Élections présidentielles en Iran : l’impérieuse urgence de mettre fin à une spirale de répression continue des journalistes

Alors que l’élection présidentielle se tient ce 28 juin en Iran, Reporters sans frontières (RSF) appelle les futures autorités à mettre un terme à une répression multiforme et sans fin des journalistes : 25 journalistes sont toujours détenus, d’autres sont placés sous surveillance, et des lois liberticides entravent l'exercice de leur travail. Cette spirale doit cesser. 

Les journalistes indépendants d'investigation Saba Azarpeik et Yashar Soltani sont les derniers en date à avoir été enfermés en Iran en raison de leur travail. Condamnés le 11 juin 2024, respectivement à 2 ans et à 13 mois de prison, pour "diffusion de fausses informations" et "propagande contre l'État", ils font partie des 25 journalistes actuellement derrière les barreaux dans le pays.  

Détention arbitraire, surveillance, censure et lois liberticides font partie d’un arsenal de répression des journalistes qui ne cessent de se renforcer. RSF appelle le futur  président  iranien, qui sera élu à l’issue du scrutin de ce vendredi 28 juin, à mettre un terme à cette répression.

"La situation en Iran est insupportable pour les journalistes. La répression qui s'est alourdie à la suite du déclenchement du mouvement de protestation ‘Femme, vie, liberté’ de septembre 2022 perdure et le climat de censure imposé par le régime ne cesse de terroriser les reporters. Tant que ces entraves resteront ancrées dans les lois, les pratiques, et la politique du régime iranien, l’information demeurera restreinte et les journalistes continueront de subir des peines sévères. Il est primordial que les nouvelles autorités y mettent définitivement un terme, à tous les niveaux où elles existent, et libèrent les journalistes emprisonnés.

Jonathan Dagher
Responsable du bureau Moyen-Orient de RSF

Une répression législative 

La répression des journalistes passe par un large arsenal législatif. Au moins 14 journalistes ont été inculpés depuis 2022 de charges liberticides telles que "propagande contre l'État""rassemblement et collusion contre la sécurité nationale" ou "publication de mensonges, diffamation, calomnies, menaces". Les journalistes Niloofar Hamedi et Elaheh Mohammadi ont ainsi été condamnées pour ces trois charges.
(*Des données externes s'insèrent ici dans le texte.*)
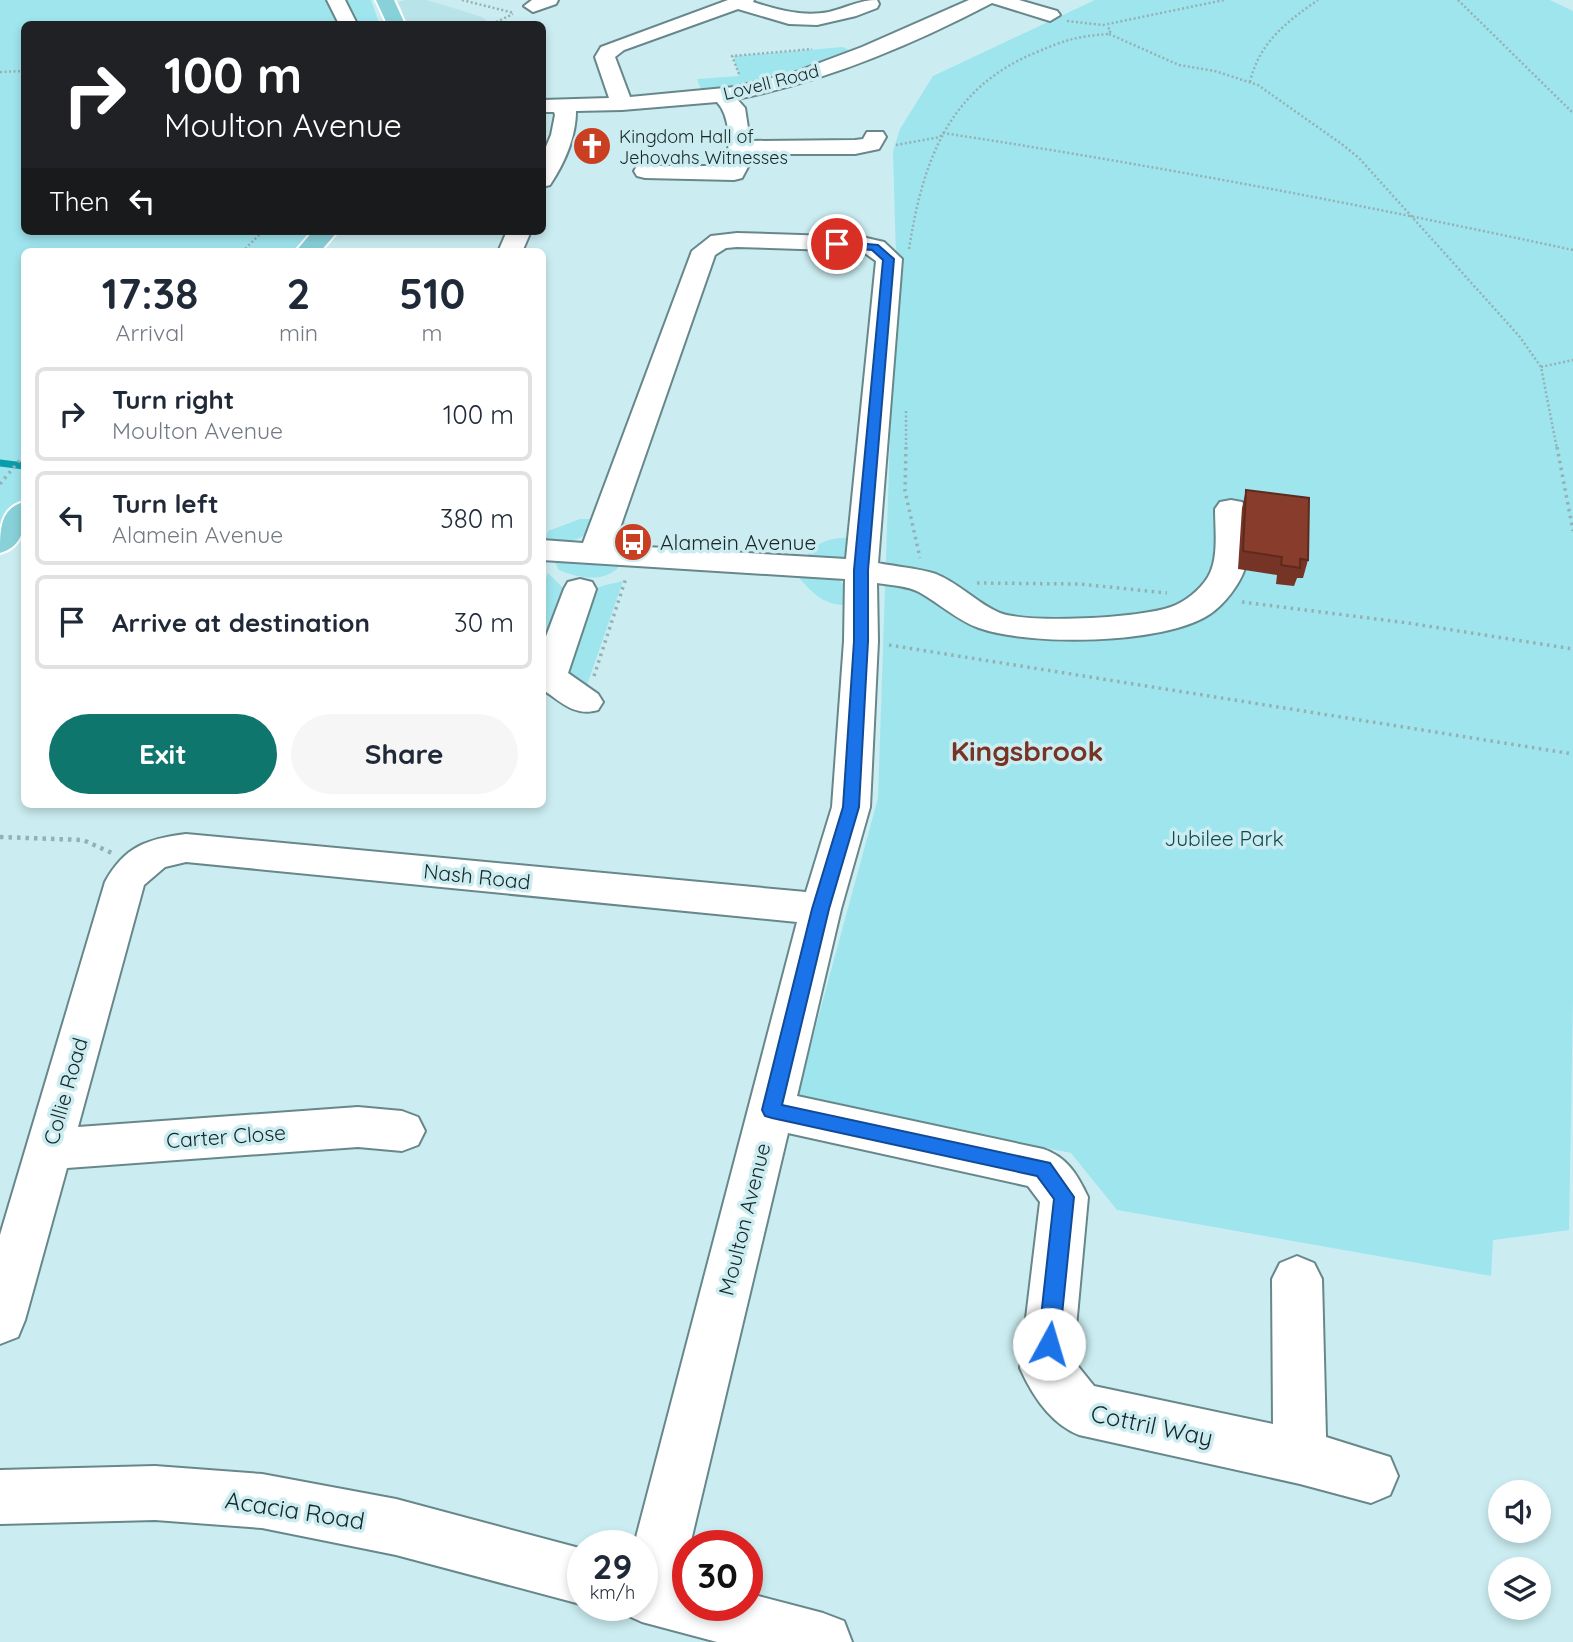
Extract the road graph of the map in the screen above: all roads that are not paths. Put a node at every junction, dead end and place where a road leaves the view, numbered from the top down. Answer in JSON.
{"nodes":[{"id":1,"x":335,"y":0,"type":"edge"},
{"id":2,"x":985,"y":0,"type":"edge"},
{"id":3,"x":999,"y":0,"type":"edge"},
{"id":4,"x":390,"y":1,"type":"edge"},
{"id":5,"x":741,"y":1,"type":"edge"},
{"id":6,"x":870,"y":4,"type":"dead end"},
{"id":7,"x":1050,"y":15,"type":"dead end"},
{"id":8,"x":837,"y":18,"type":"junction"},
{"id":9,"x":346,"y":21,"type":"edge"},
{"id":10,"x":395,"y":21,"type":"edge"},
{"id":11,"x":899,"y":37,"type":"junction"},
{"id":12,"x":722,"y":95,"type":"junction"},
{"id":13,"x":622,"y":104,"type":"junction"},
{"id":14,"x":554,"y":106,"type":"edge"},
{"id":15,"x":873,"y":140,"type":"road end"},
{"id":16,"x":740,"y":146,"type":"junction"},
{"id":17,"x":645,"y":171,"type":"dead end"},
{"id":18,"x":546,"y":172,"type":"edge"},
{"id":19,"x":322,"y":235,"type":"edge"},
{"id":20,"x":311,"y":248,"type":"edge"},
{"id":21,"x":1231,"y":509,"type":"dead end"},
{"id":22,"x":21,"y":515,"type":"edge"},
{"id":23,"x":0,"y":543,"type":"edge"},
{"id":24,"x":548,"y":550,"type":"edge"},
{"id":25,"x":595,"y":553,"type":"junction"},
{"id":26,"x":633,"y":565,"type":"junction"},
{"id":27,"x":861,"y":570,"type":"junction"},
{"id":28,"x":580,"y":589,"type":"junction"},
{"id":29,"x":546,"y":678,"type":"edge"},
{"id":30,"x":585,"y":702,"type":"road end"},
{"id":31,"x":136,"y":864,"type":"joint"},
{"id":32,"x":821,"y":909,"type":"junction"},
{"id":33,"x":772,"y":1110,"type":"junction"},
{"id":34,"x":402,"y":1131,"type":"dead end"},
{"id":35,"x":49,"y":1149,"type":"junction"},
{"id":36,"x":1297,"y":1279,"type":"dead end"},
{"id":37,"x":0,"y":1320,"type":"edge"},
{"id":38,"x":1300,"y":1457,"type":"junction"},
{"id":39,"x":1371,"y":1476,"type":"dead end"},
{"id":40,"x":0,"y":1497,"type":"edge"},
{"id":41,"x":658,"y":1548,"type":"edge"},
{"id":42,"x":567,"y":1573,"type":"edge"},
{"id":43,"x":658,"y":1597,"type":"edge"},
{"id":44,"x":823,"y":1642,"type":"edge"}],
"edges":[{"from":1,"to":9,"type":"street"},
{"from":2,"to":11,"type":"street","name":"Lovell Road"},
{"from":3,"to":7,"type":"street"},
{"from":4,"to":10,"type":"main road"},
{"from":5,"to":8,"type":"street"},
{"from":5,"to":13,"type":"street"},
{"from":6,"to":8,"type":"street"},
{"from":8,"to":11,"type":"street"},
{"from":11,"to":12,"type":"street","name":"Lovell Road"},
{"from":12,"to":13,"type":"street","name":"Lovell Road"},
{"from":12,"to":16,"type":"street"},
{"from":13,"to":14,"type":"street","name":"Lovell Road"},
{"from":14,"to":18,"type":"street"},
{"from":15,"to":16,"type":"street"},
{"from":16,"to":17,"type":"street"},
{"from":19,"to":20,"type":"main road"},
{"from":21,"to":27,"type":"street"},
{"from":22,"to":23,"type":"main road"},
{"from":24,"to":25,"type":"street"},
{"from":24,"to":28,"type":"street"},
{"from":25,"to":26,"type":"street"},
{"from":25,"to":27,"type":"street","name":"Moulton Avenue"},
{"from":26,"to":27,"type":"street"},
{"from":26,"to":28,"type":"street"},
{"from":27,"to":32,"type":"street","name":"Moulton Avenue"},
{"from":28,"to":29,"type":"street"},
{"from":29,"to":30,"type":"street"},
{"from":31,"to":32,"type":"street","name":"Nash Road"},
{"from":31,"to":35,"type":"street","name":"Collie Road"},
{"from":32,"to":33,"type":"street","name":"Moulton Avenue"},
{"from":33,"to":38,"type":"street","name":"Cottril Way"},
{"from":33,"to":41,"type":"street","name":"Moulton Avenue"},
{"from":34,"to":35,"type":"street","name":"Carter Close"},
{"from":35,"to":37,"type":"street","name":"Collie Road"},
{"from":36,"to":38,"type":"street"},
{"from":38,"to":39,"type":"street","name":"Cottril Way"},
{"from":40,"to":42,"type":"street","name":"Acacia Road"},
{"from":43,"to":44,"type":"street"}]}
Si l'article 24 de la Constitution iranienne garantit la liberté de la presse, il précise que celle-ci ne doit pas violer les "principes islamiques" ou "l'intérêt public". Des termes interprétés de manière large pour réprimer la dissidence.
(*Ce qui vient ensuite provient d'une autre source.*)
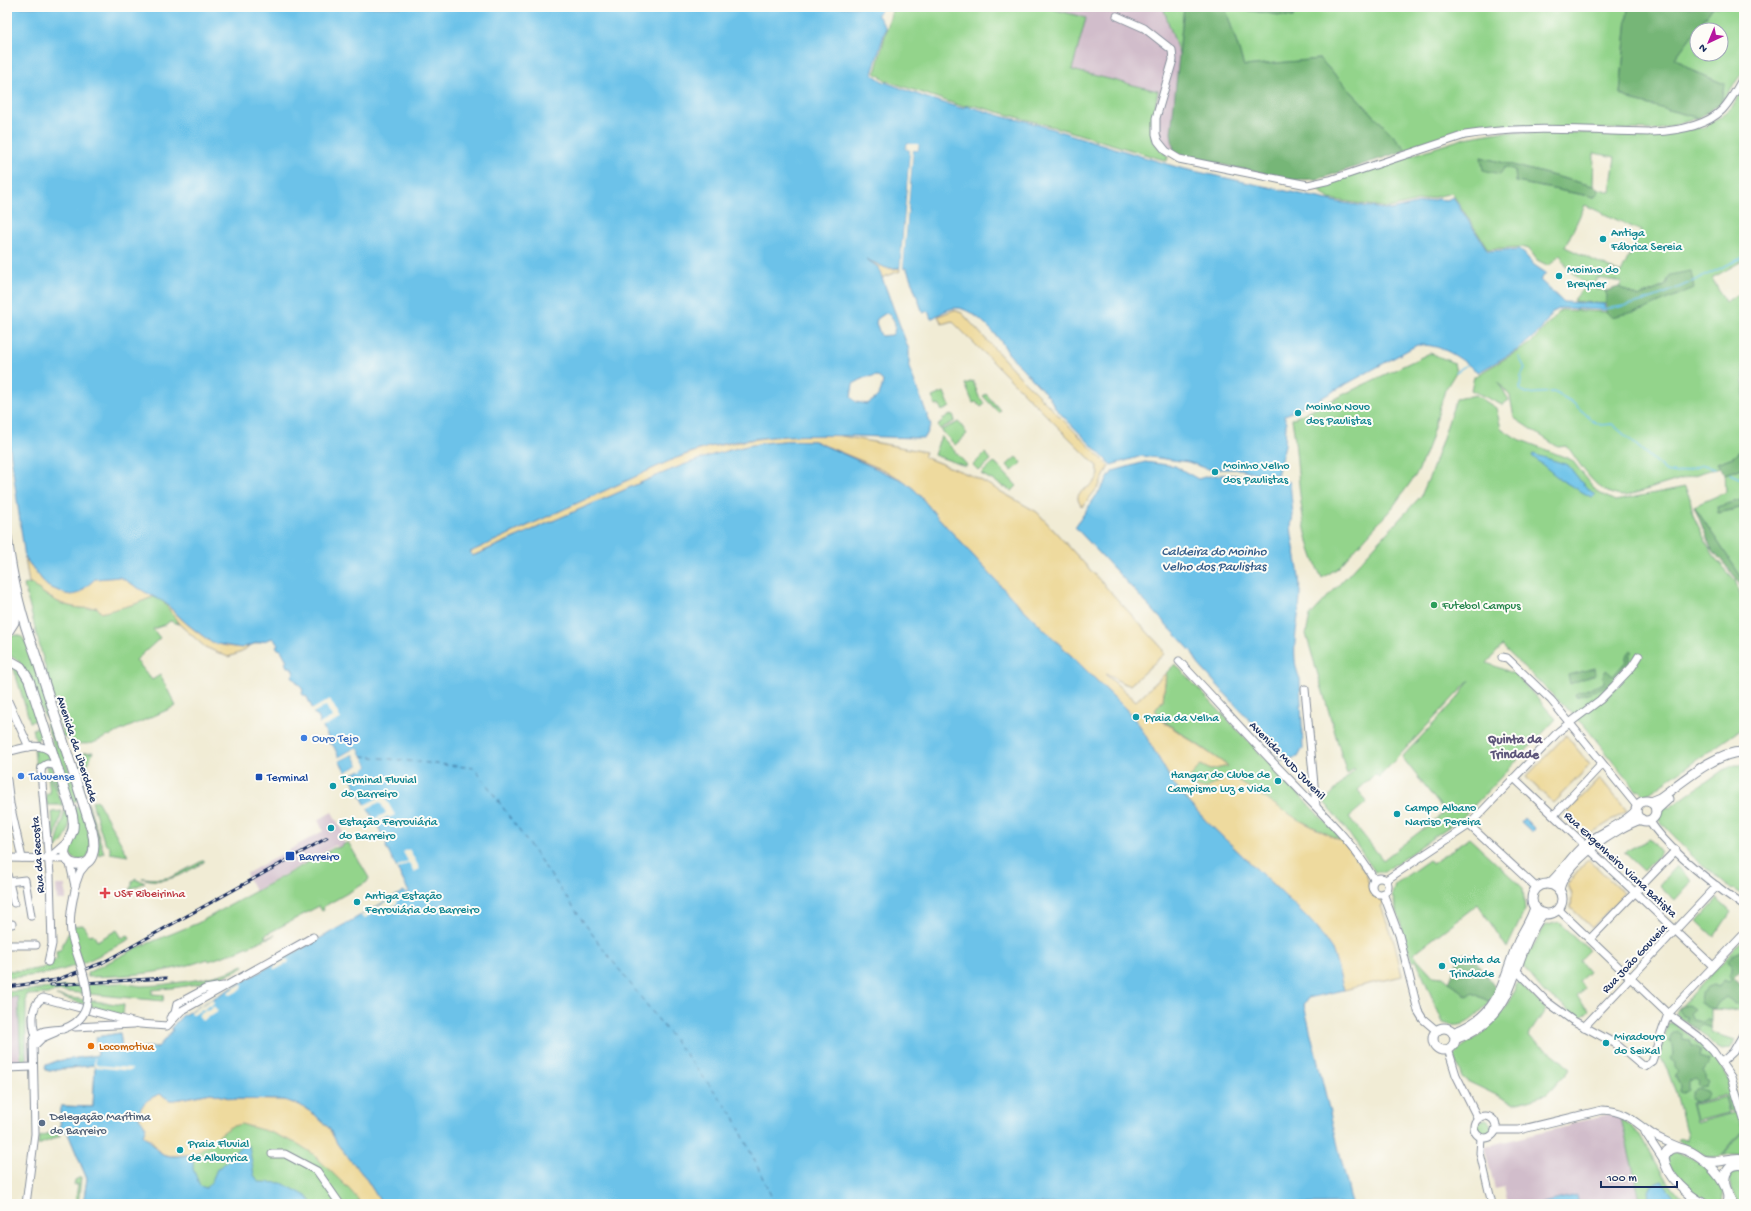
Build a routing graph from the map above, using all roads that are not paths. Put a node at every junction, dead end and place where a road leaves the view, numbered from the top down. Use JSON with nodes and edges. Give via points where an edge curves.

Des détentions arbitraires 

Souvent arrêtés et détenus sans charge dans un lieu inconnu, les journalistes disparaissent tout simplement dans le labyrinthe répressif du pouvoir. Le journaliste et rédacteur en chef du journal Meydan-e AzadHadi Kasaie Zadeh, par exemple, a été arrêté et transféré vers un lieu inconnu le 21 juin dernier, avant d’être libéré dans la journée. Il venait de publié un article sur la mort de l’adolescente disparue Nika Shakarami lors du mouvement "Femme, vie, liberté" en 2022. Parmi les 83 journalistes emprisonnés depuis le début du mouvement, 29, soit un tiers, sont des femmes. Elles aussi ont été victimes de farces judiciaires, de détentions préventives prolongées ou de disparitions forcées.

Suspension des médias et censure 

L’intimidation des journalistes passe aussi par les forces de l'ordre. Ainsi  la rédaction du journal Farda-e-Eghtesad à été victime, en février 2024, d’une descente de police dans ses locaux. Le lendemain, l'agence de presse Mizan, sous contrôle de la justice iranienne, a déclaré que "l'inspection des locaux des médias par les officiers judiciaires et les arrestations n'étaient pas liées à leurs activités journalistiques et médiatiques", sans fournir plus de détails. La séquestration et la détention du personnel ont été provoquées par la publication d'un reportage vidéo – depuis supprimé – concernant le contournement des sanctions. De même, le quotidien Etemad a reçu plusieurs menaces du gouvernement, l’une d’eux par exemple, pour avoir publié des analyses critiquant les attaques de l'Iran contre Israël du 13 avril 2024.

Violence et surveillance

Les journalistes subissent des “violences physiques et psychologiques”, qu’ils soient en prison ou en liberté. La peine infligée à la lauréate du prix Nobel, journaliste et écrivain Narges Mohammadi comprenait 154 coups de fouet, une sanction qui viole de manière flagrante les lois internationales en matière de droits humains, mais qui est couramment infligée aux journalistes. Mêmes les journalistes iraniens en exil, travaillant notamment pour BBC Persia et Iran International, indiquent avoir fait l'objet de menaces de mort et d'abus en ligne de la part du gouvernement iranien et de ses alliés.